Campaign Tracker

Behind Dan Clodfelter’s decision to go negative in primary race

Dan Clodfelter
Dan Clodfelter

On Sept. 24, less than two weeks before Charlotte’s Democratic runoff, members of Mayor Dan Clodfelter’s campaign team knew he was behind when they dialed into a conference call with their pollster.

The subject: Going negative.

Until then, Clodfelter’s campaign against Jennifer Roberts had been positive. Both had stuck to their message. But in the works were two mailers designed to contrast the candidates. Both criticized Roberts’ record as chairwoman of the county commissioners.
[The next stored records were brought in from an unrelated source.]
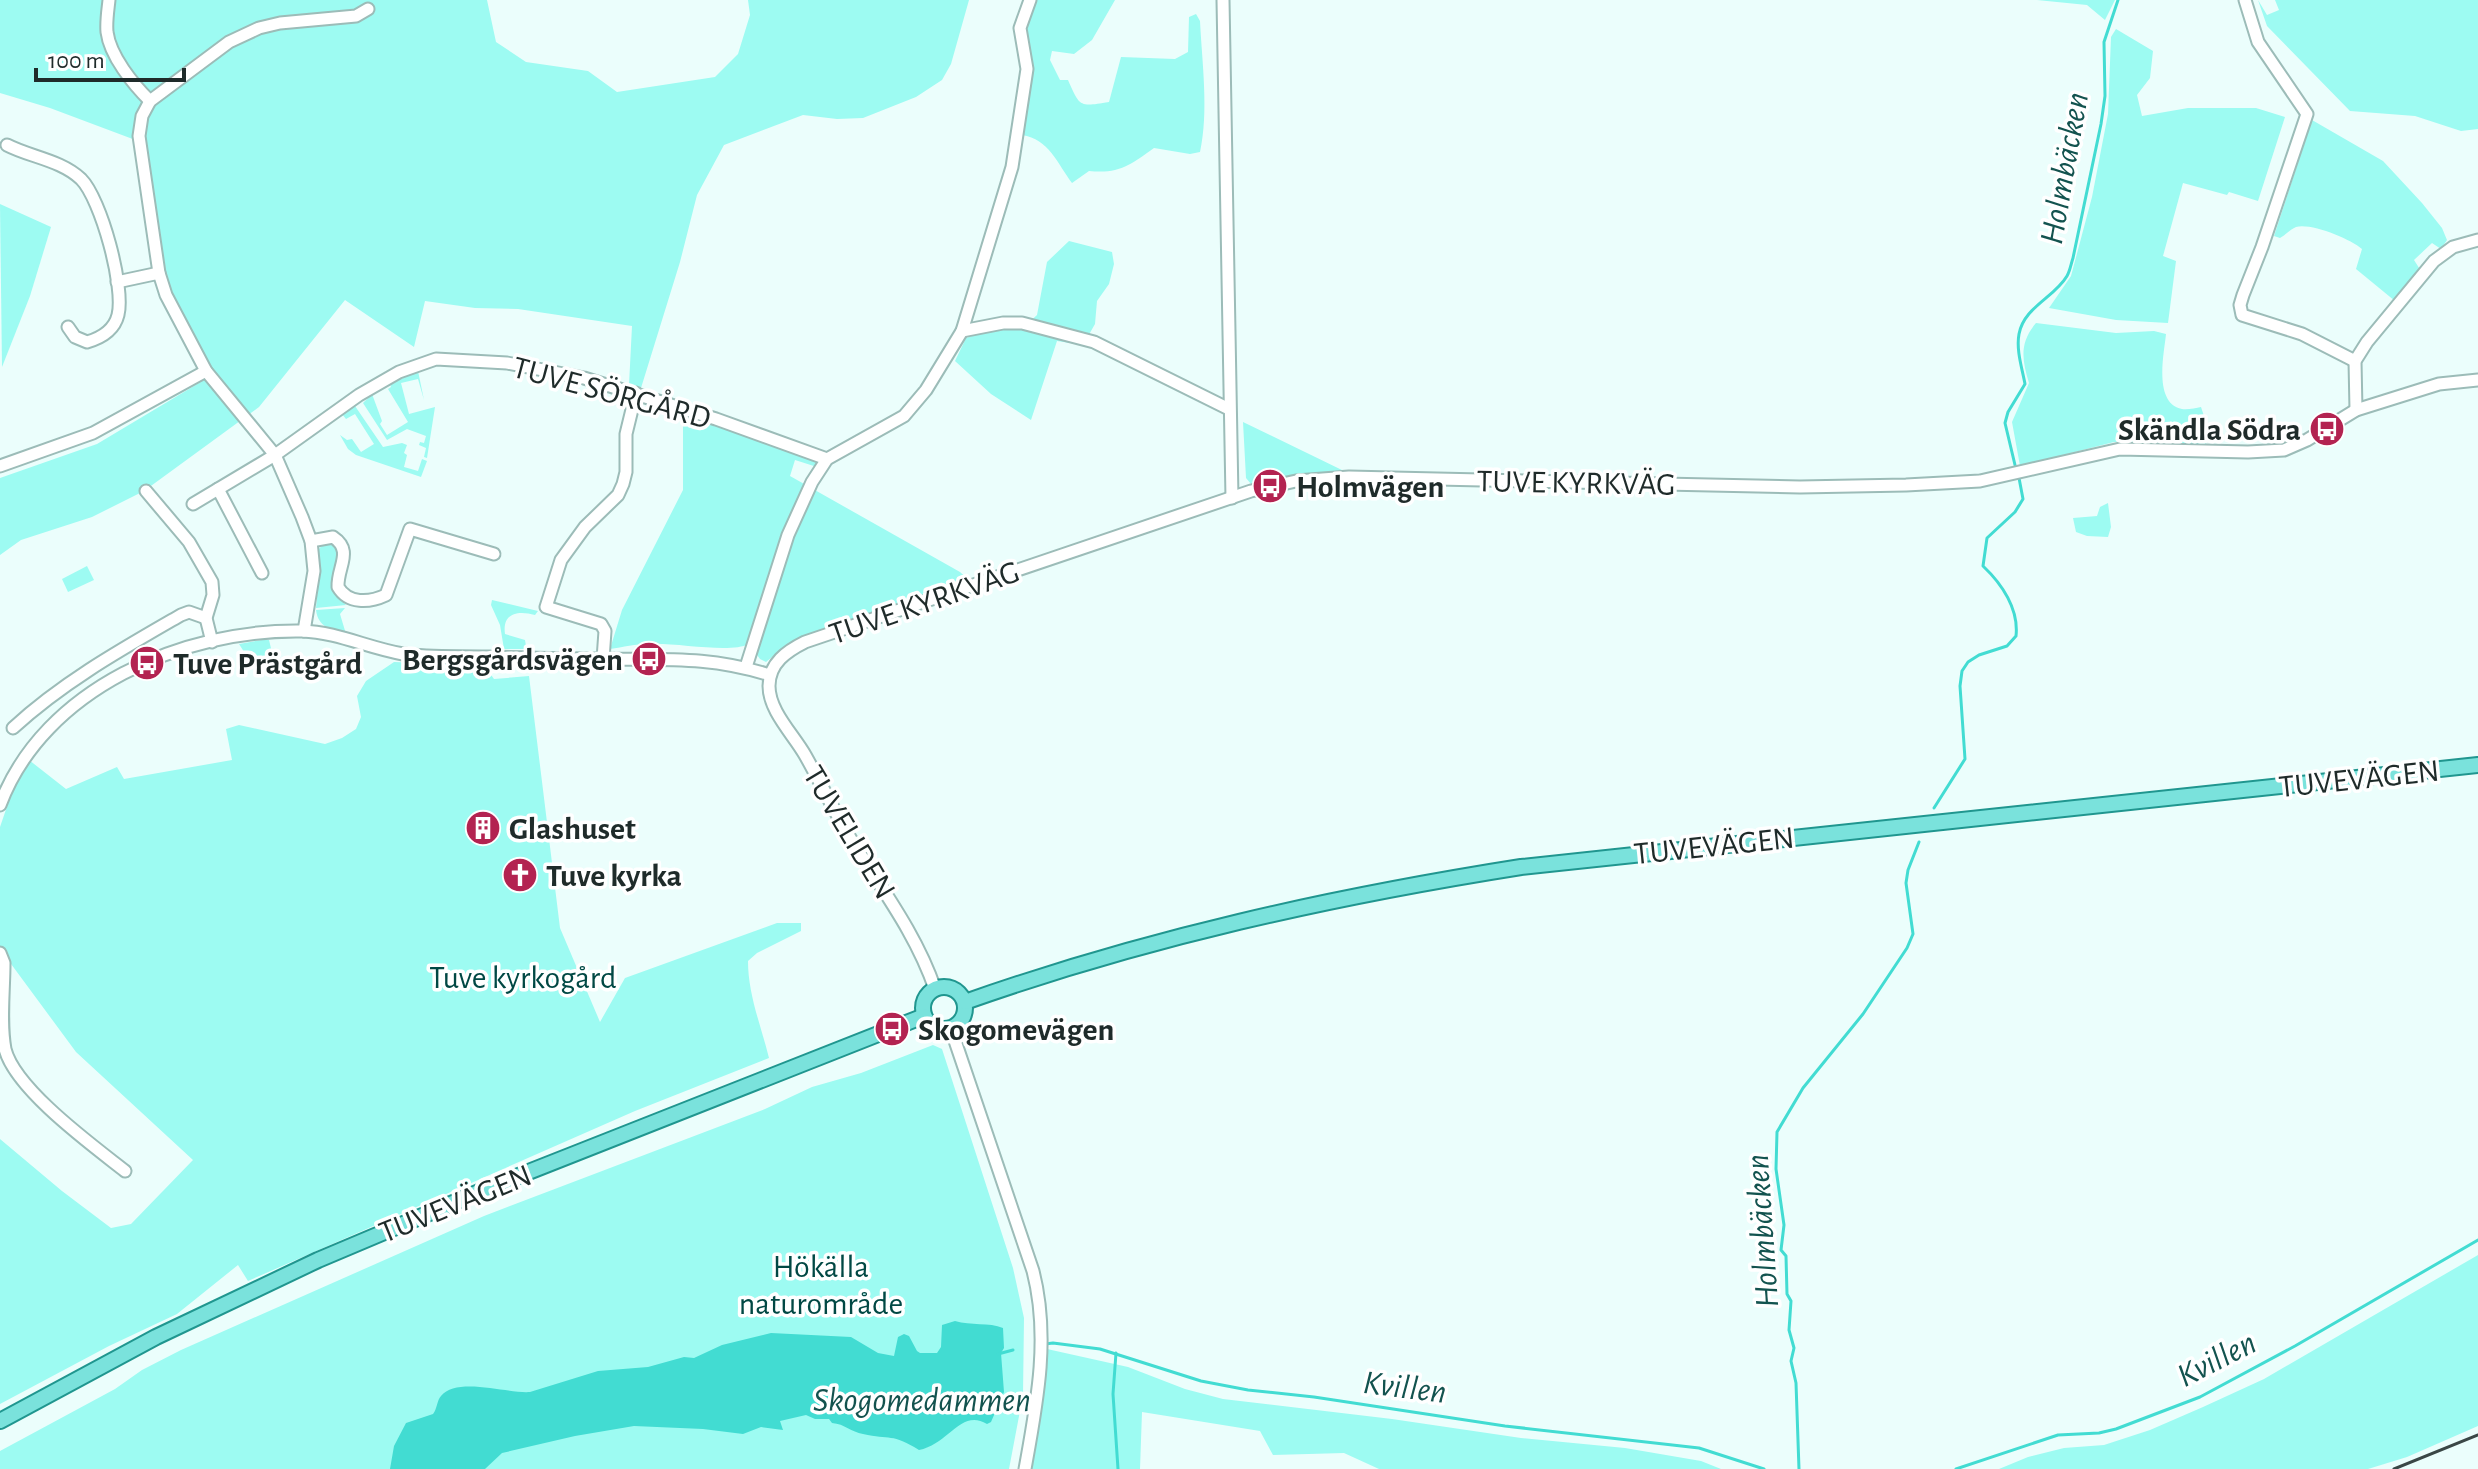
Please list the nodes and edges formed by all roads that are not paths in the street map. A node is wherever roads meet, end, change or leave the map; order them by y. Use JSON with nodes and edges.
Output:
{"nodes":[{"id":1,"x":109,"y":0,"type":"edge"},
{"id":2,"x":1030,"y":0,"type":"edge"},
{"id":3,"x":1223,"y":0,"type":"edge"},
{"id":4,"x":2245,"y":0,"type":"edge"},
{"id":5,"x":368,"y":9,"type":"dead end"},
{"id":6,"x":150,"y":101,"type":"junction"},
{"id":7,"x":7,"y":145,"type":"dead end"},
{"id":8,"x":2478,"y":240,"type":"edge"},
{"id":9,"x":159,"y":273,"type":"junction"},
{"id":10,"x":117,"y":282,"type":"junction"},
{"id":11,"x":68,"y":327,"type":"dead end"},
{"id":12,"x":962,"y":331,"type":"junction"},
{"id":13,"x":2355,"y":361,"type":"junction"},
{"id":14,"x":206,"y":371,"type":"junction"},
{"id":15,"x":2478,"y":380,"type":"edge"},
{"id":16,"x":636,"y":393,"type":"junction"},
{"id":17,"x":1229,"y":409,"type":"junction"},
{"id":18,"x":2356,"y":410,"type":"junction"},
{"id":19,"x":275,"y":455,"type":"junction"},
{"id":20,"x":827,"y":459,"type":"junction"},
{"id":21,"x":2,"y":462,"type":"edge"},
{"id":22,"x":218,"y":489,"type":"junction"},
{"id":23,"x":146,"y":491,"type":"dead end"},
{"id":24,"x":1232,"y":498,"type":"junction"},
{"id":25,"x":193,"y":504,"type":"dead end"},
{"id":26,"x":311,"y":541,"type":"junction"},
{"id":27,"x":494,"y":554,"type":"dead end"},
{"id":28,"x":262,"y":573,"type":"dead end"},
{"id":29,"x":206,"y":618,"type":"junction"},
{"id":30,"x":304,"y":631,"type":"junction"},
{"id":31,"x":212,"y":642,"type":"junction"},
{"id":32,"x":603,"y":659,"type":"junction"},
{"id":33,"x":746,"y":667,"type":"junction"},
{"id":34,"x":770,"y":675,"type":"junction"},
{"id":35,"x":13,"y":728,"type":"dead end"},
{"id":36,"x":2478,"y":765,"type":"edge"},
{"id":37,"x":0,"y":805,"type":"edge"},
{"id":38,"x":0,"y":953,"type":"edge"},
{"id":39,"x":935,"y":989,"type":"junction"},
{"id":40,"x":965,"y":1002,"type":"junction"},
{"id":41,"x":924,"y":1016,"type":"junction"},
{"id":42,"x":951,"y":1029,"type":"junction"},
{"id":43,"x":125,"y":1171,"type":"dead end"},
{"id":44,"x":0,"y":1421,"type":"edge"},
{"id":45,"x":1025,"y":1469,"type":"edge"}],
"edges":[{"from":1,"to":6,"type":"street"},
{"from":2,"to":12,"type":"street"},
{"from":3,"to":17,"type":"street"},
{"from":4,"to":13,"type":"street"},
{"from":5,"to":6,"type":"street"},
{"from":6,"to":9,"type":"street"},
{"from":7,"to":10,"type":"street"},
{"from":8,"to":13,"type":"street"},
{"from":9,"to":10,"type":"street"},
{"from":9,"to":14,"type":"street"},
{"from":10,"to":11,"type":"street"},
{"from":12,"to":17,"type":"street"},
{"from":12,"to":20,"type":"street"},
{"from":13,"to":18,"type":"street"},
{"from":14,"to":19,"type":"street"},
{"from":14,"to":21,"type":"street"},
{"from":15,"to":18,"type":"street","name":"TUVE KYRKVÄG"},
{"from":16,"to":19,"type":"street","name":"TUVE SÖRGÅRD"},
{"from":16,"to":20,"type":"street","name":"TUVE SÖRGÅRD"},
{"from":16,"to":32,"type":"street"},
{"from":17,"to":24,"type":"street"},
{"from":18,"to":24,"type":"street","name":"TUVE KYRKVÄG"},
{"from":19,"to":22,"type":"street","name":"TUVE SÖRGÅRD"},
{"from":19,"to":26,"type":"street"},
{"from":20,"to":33,"type":"street"},
{"from":22,"to":25,"type":"street","name":"TUVE SÖRGÅRD"},
{"from":22,"to":28,"type":"street"},
{"from":23,"to":29,"type":"street"},
{"from":24,"to":34,"type":"street","name":"TUVE KYRKVÄG"},
{"from":26,"to":27,"type":"street"},
{"from":26,"to":30,"type":"street"},
{"from":29,"to":31,"type":"street"},
{"from":29,"to":35,"type":"street"},
{"from":30,"to":31,"type":"street"},
{"from":30,"to":32,"type":"street"},
{"from":31,"to":37,"type":"street"},
{"from":32,"to":33,"type":"street"},
{"from":33,"to":34,"type":"street"},
{"from":34,"to":39,"type":"street","name":"TUVELIDEN"},
{"from":36,"to":40,"type":"main road","name":"TUVEVÄGEN"},
{"from":38,"to":43,"type":"street"},
{"from":39,"to":40,"type":"main road"},
{"from":39,"to":41,"type":"main road"},
{"from":40,"to":42,"type":"main road"},
{"from":41,"to":42,"type":"main road"},
{"from":41,"to":44,"type":"main road","name":"TUVEVÄGEN"},
{"from":42,"to":45,"type":"street"}]}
But not everyone was on board with a move that would change the tone of an otherwise civil campaign. So the call went out to pollster David Beattie, president of Florida-based Hamilton Campaigns.

Do we want to win or be nice?

Clodfelter adviser Cyndee Patterson in a campaign email

The campaign needs to show voters why she’s the wrong choice, Beattie said, according to notes from the call. He’d read hundreds of academic studies, he added. Negative ads worked. “There is a higher recall for negative information,” he said. “There is not a polite way to criticize her record.”
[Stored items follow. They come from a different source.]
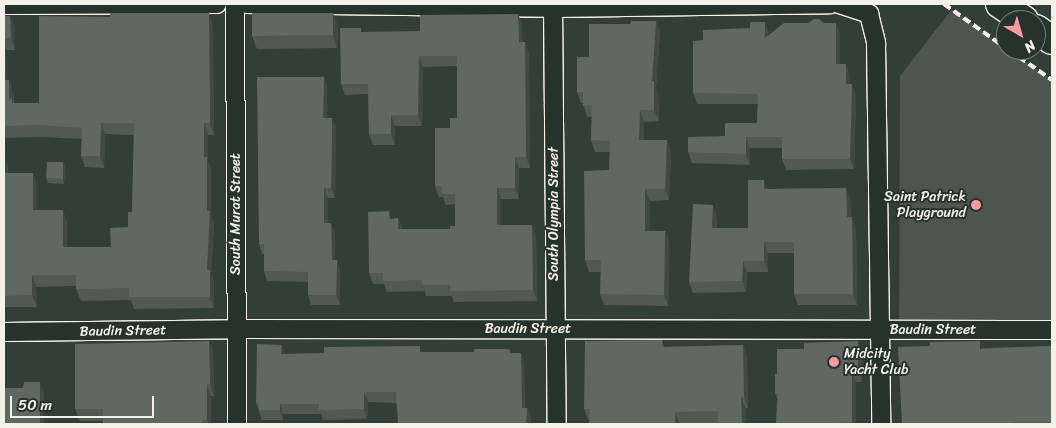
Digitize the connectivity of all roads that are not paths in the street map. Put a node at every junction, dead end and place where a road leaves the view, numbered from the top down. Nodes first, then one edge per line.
1 (217, 4) edge
2 (235, 4) edge
3 (246, 4) edge
4 (830, 4) edge
5 (839, 4) edge
6 (4, 5) edge
7 (553, 6) edge
8 (237, 329) junction
9 (555, 329) junction
10 (880, 330) junction
11 (1052, 330) edge
12 (4, 332) edge
13 (237, 424) edge
14 (557, 424) edge
15 (881, 424) edge

1 - 6 street
2 - 8 street, South Murat Street
3 - 7 street
4 - 7 street
5 - 10 street
7 - 9 street, South Olympia Street
8 - 9 street, Baudin Street
8 - 12 street, Baudin Street
8 - 13 street, South Murat Street
9 - 10 street, Baudin Street
9 - 14 street, South Olympia Street
10 - 11 street, Baudin Street
10 - 15 street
Some Clodfelter advisers agreed. “Do we want to win or be nice?” Cyndee Patterson, a former City Council member, wrote in an email.

It’s a question that hundreds of campaigns will ask as they head into a crowded election year when some will see drawing distinctions as the difference between winning and losing.
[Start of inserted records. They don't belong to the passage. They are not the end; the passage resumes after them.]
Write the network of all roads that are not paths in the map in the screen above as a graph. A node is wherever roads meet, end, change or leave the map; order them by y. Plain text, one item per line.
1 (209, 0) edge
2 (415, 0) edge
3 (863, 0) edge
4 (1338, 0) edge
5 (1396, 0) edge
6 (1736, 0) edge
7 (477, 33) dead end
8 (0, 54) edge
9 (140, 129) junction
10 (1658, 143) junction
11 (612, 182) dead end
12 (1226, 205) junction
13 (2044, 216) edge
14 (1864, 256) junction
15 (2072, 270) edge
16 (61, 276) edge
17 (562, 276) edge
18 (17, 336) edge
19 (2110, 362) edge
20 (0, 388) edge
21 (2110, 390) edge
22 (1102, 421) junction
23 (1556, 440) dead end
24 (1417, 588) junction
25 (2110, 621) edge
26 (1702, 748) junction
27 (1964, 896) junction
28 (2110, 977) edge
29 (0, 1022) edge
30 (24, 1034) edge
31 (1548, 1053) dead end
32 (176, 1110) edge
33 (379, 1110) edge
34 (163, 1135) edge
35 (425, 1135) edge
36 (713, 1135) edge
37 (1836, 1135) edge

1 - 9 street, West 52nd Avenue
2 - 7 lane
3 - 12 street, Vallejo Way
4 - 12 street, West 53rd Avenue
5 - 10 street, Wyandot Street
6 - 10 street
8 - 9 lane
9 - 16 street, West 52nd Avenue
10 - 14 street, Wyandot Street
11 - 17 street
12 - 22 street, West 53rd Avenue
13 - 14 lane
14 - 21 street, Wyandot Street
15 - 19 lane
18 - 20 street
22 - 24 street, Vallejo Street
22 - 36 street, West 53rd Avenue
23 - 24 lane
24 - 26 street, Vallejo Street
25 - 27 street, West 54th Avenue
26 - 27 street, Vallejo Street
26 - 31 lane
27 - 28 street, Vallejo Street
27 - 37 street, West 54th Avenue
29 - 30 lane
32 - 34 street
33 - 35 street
Clodfelter’s mailers dealt with Roberts’ record on education – as a county commissioner she voted on the school budget – and on Mecklenburg County’s flawed, 2011 revaluation. Beattie predicted the reval piece would be the most effective.

I don’t think it moved the needle one bit.

Clodfelter strategist Dan McCorkle

By North Carolina standards, the ads were hardly vicious. But they changed the tone of the campaign. Worse, they didn’t appear to have the desired effect.

“I don’t think it moved the needle one bit,” says Dan McCorkle, chief strategist for the mayor’s campaign. “It almost certainly didn’t pick up any votes for Clodfelter.”

The veteran Democratic strategist says he was one of the few voices against the mailers.

“You normally take weeks or even months to build a negative on a candidate,” he emailed the campaign the day of the conference call. “This looks like a last-minute ‘Hail Mary’ because we don’t have a clear vision. I think it’s a turnout buster. …

“We have still not given enough of a compelling, positive reason to vote for Clodfelter in a low turnout runoff,” he went on. “To (a loyal) Democratic voter it’s like okay, Jennifer is bad. But do I care enough to vote for Clodfelter?”

McCorkle says the pollster may know campaigns, but he didn’t know Charlotte. “We shouldn’t have to rely on a pollster in Florida to tell us what people in Charlotte need to know,” he says. The mailers, he adds, were out of character for Clodfelter.

Beattie declined to talk about the campaign, citing confidentiality. Clodfelter could not be reached. Patterson defended the decision.

“There is plenty of data … that says that this works,” she says. “For the very few people who think it hurts their feelings, I’m so sorry. But the campaign consultants Dan hired said this works.”

Clodfelter lost this month’s runoff. McCorkle thinks he knows one reason. “We let the campaign get led by outside consultants,” he says.